-- Supplied records follows --

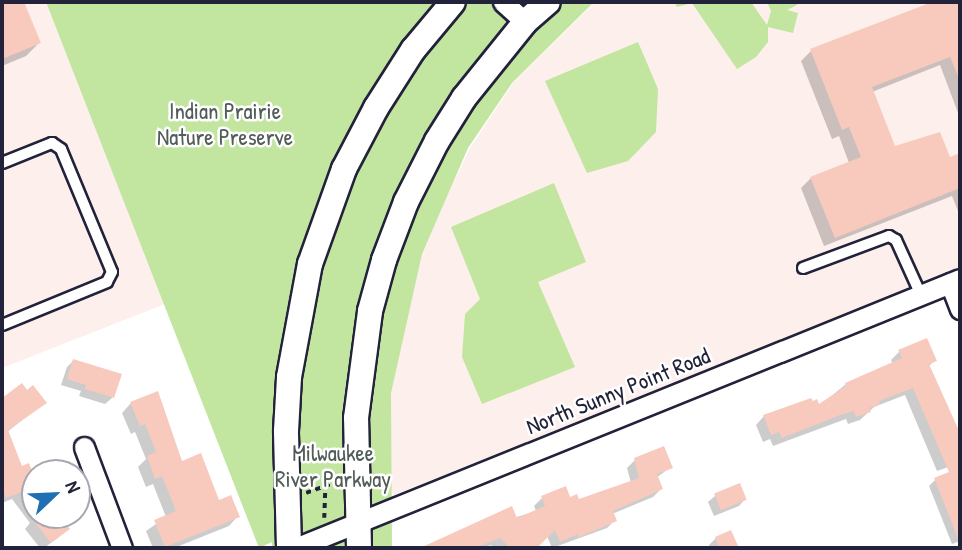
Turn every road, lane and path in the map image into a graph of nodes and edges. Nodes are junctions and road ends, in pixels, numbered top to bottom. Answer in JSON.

-- Supplied records concluded --
-- Supplied records follows --

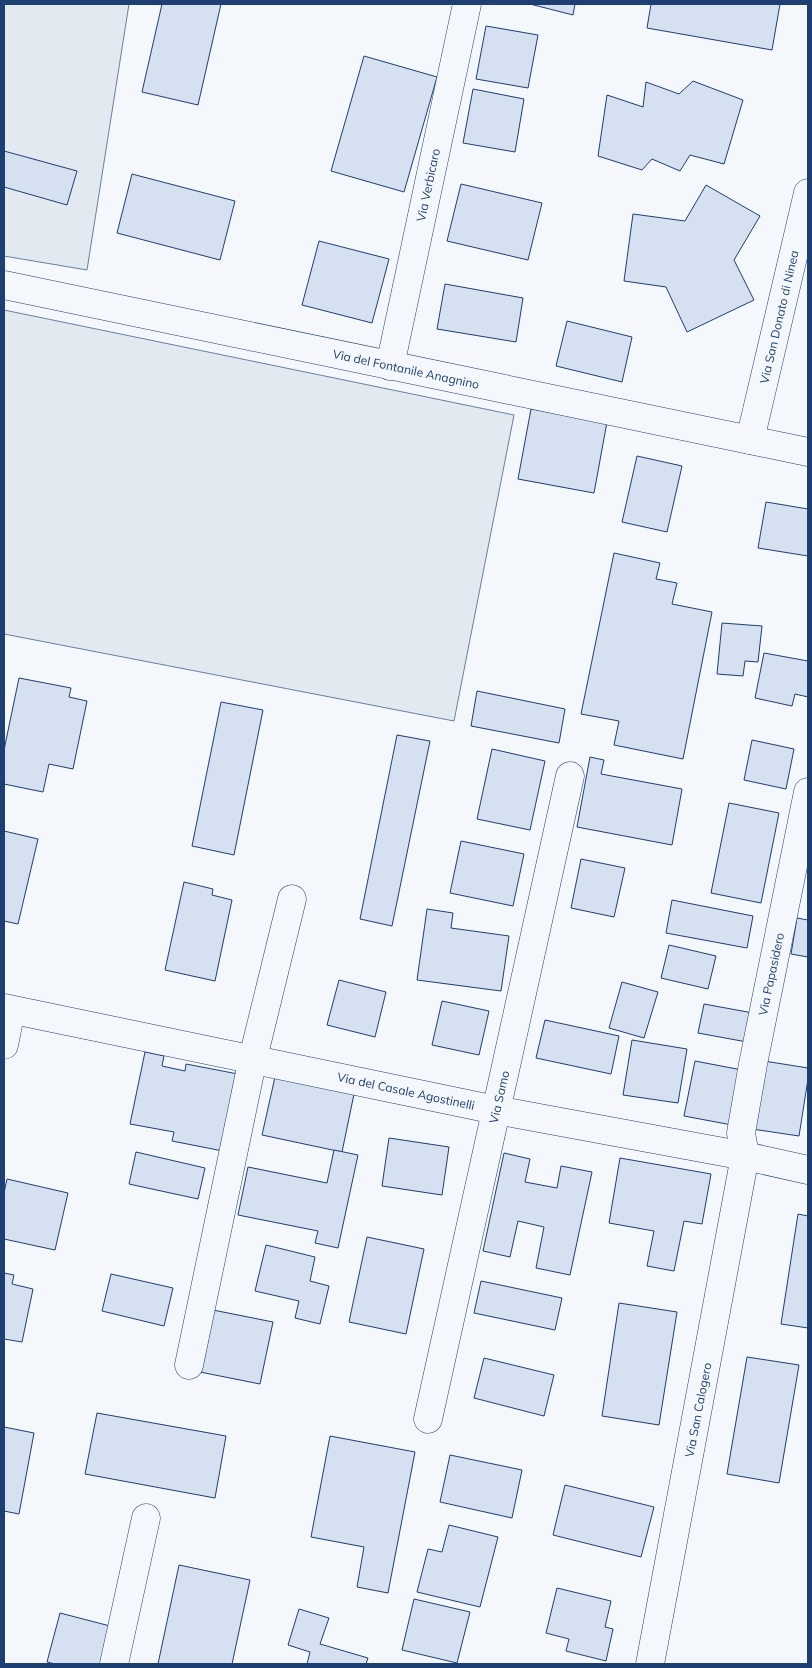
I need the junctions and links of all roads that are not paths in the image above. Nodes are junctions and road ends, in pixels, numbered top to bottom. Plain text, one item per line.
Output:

-- Supplied records concluded --

Say how many lines above include "Nodes", please, and nothing else.

2